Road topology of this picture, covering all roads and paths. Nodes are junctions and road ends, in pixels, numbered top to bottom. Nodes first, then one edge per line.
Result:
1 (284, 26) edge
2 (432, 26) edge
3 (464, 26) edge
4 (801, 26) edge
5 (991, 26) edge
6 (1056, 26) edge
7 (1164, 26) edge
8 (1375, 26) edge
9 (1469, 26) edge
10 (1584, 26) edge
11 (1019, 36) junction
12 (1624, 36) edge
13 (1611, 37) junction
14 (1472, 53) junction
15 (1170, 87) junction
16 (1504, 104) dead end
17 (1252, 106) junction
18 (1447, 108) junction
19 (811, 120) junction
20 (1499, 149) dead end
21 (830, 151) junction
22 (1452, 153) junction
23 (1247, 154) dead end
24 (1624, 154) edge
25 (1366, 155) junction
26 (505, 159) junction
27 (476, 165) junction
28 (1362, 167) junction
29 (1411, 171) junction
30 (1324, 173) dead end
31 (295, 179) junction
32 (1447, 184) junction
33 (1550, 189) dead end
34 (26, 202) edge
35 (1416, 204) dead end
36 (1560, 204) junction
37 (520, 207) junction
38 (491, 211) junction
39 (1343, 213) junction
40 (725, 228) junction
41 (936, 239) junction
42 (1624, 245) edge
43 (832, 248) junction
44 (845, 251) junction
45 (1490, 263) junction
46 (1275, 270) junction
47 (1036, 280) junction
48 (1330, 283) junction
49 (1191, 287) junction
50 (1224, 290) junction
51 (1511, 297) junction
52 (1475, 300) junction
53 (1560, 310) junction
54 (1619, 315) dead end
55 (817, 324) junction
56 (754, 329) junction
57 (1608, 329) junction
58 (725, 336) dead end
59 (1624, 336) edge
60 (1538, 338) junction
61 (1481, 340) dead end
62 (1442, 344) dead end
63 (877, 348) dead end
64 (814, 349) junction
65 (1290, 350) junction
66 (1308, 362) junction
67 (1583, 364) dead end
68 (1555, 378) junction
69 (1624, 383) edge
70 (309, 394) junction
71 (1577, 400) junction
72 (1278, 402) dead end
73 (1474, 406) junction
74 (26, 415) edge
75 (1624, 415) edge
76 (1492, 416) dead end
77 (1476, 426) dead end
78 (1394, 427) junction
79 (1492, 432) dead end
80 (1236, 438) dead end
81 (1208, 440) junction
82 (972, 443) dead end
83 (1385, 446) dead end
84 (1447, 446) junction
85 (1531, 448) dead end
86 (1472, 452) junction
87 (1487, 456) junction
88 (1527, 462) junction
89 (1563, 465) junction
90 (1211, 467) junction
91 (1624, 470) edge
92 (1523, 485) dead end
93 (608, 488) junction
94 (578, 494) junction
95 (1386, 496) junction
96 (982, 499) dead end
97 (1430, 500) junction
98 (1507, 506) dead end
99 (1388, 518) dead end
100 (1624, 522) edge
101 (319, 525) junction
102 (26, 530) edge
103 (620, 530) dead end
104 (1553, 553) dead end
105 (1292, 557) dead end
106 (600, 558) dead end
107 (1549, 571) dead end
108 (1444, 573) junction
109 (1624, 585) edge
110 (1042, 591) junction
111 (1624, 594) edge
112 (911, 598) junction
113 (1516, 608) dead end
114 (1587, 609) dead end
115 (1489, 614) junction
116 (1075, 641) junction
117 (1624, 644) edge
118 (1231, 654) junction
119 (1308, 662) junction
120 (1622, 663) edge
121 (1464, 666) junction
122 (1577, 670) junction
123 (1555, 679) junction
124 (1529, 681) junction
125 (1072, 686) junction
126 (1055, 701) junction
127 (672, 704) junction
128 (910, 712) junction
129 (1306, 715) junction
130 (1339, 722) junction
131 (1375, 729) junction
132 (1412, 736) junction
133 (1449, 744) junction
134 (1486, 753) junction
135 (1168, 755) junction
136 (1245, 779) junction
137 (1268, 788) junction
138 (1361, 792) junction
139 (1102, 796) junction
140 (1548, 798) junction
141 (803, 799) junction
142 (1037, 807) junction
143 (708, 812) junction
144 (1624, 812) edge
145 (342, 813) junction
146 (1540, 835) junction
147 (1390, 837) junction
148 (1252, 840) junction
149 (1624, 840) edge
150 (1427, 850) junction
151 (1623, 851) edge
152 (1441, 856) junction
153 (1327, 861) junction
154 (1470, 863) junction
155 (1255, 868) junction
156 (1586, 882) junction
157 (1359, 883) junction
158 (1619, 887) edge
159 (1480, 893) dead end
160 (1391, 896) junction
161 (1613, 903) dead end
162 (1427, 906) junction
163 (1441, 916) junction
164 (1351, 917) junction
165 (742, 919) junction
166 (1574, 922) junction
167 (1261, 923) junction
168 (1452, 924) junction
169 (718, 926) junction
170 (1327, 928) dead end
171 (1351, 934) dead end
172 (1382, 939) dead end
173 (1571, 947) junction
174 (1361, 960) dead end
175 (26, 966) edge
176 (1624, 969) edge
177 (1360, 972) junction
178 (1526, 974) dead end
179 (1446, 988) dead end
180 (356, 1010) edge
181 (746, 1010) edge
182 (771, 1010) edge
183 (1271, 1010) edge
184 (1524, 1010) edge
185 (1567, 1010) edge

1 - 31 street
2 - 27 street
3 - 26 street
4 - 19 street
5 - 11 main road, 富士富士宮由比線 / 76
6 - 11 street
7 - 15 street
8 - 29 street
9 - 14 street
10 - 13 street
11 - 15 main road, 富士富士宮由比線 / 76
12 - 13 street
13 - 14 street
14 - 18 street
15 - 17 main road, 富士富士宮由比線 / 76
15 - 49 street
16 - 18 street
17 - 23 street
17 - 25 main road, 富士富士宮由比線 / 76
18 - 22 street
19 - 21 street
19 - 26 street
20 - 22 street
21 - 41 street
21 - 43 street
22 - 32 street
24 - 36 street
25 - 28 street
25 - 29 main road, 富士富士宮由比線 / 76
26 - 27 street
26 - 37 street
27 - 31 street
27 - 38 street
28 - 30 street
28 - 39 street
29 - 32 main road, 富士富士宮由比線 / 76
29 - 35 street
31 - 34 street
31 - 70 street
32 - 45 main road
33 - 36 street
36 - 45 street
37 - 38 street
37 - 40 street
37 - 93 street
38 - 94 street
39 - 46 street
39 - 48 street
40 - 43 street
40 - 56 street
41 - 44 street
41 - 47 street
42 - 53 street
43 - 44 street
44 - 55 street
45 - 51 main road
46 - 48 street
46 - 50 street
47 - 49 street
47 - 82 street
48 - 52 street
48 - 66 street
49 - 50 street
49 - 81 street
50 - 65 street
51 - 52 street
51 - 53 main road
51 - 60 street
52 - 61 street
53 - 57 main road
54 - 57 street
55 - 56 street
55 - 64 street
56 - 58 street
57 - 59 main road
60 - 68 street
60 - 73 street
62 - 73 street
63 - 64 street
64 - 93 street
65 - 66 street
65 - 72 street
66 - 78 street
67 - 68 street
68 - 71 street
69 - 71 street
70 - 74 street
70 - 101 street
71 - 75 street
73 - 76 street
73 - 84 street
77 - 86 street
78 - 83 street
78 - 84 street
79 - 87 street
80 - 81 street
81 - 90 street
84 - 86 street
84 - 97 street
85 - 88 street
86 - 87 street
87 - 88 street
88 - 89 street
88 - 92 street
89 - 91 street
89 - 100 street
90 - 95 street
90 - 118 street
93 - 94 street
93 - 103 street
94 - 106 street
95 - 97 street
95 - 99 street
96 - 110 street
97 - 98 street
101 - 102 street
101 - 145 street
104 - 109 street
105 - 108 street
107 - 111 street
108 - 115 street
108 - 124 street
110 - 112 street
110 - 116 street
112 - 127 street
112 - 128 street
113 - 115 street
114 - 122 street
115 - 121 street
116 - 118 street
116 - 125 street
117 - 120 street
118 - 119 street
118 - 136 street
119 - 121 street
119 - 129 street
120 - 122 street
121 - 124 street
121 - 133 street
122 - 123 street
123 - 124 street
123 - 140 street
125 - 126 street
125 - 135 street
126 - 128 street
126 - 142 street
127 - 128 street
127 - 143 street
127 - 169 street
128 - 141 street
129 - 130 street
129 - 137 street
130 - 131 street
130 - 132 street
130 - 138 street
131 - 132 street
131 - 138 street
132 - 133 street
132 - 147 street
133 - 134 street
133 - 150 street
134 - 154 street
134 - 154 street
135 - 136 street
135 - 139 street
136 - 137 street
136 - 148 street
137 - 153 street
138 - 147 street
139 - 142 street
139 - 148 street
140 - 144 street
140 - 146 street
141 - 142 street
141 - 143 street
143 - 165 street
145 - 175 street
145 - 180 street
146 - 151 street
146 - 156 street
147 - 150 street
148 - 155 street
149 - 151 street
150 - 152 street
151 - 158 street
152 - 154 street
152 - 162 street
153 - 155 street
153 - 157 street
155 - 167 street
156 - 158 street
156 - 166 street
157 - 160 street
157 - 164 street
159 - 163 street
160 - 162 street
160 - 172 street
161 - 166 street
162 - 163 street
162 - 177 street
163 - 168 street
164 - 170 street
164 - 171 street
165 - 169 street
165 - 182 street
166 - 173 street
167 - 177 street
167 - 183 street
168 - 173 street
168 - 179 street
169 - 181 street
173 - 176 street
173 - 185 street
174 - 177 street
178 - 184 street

________

Please show, exactly as written, every line above that contains the word "富士富士宮由比線".

5 - 11 main road, 富士富士宮由比線 / 76
11 - 15 main road, 富士富士宮由比線 / 76
15 - 17 main road, 富士富士宮由比線 / 76
17 - 25 main road, 富士富士宮由比線 / 76
25 - 29 main road, 富士富士宮由比線 / 76
29 - 32 main road, 富士富士宮由比線 / 76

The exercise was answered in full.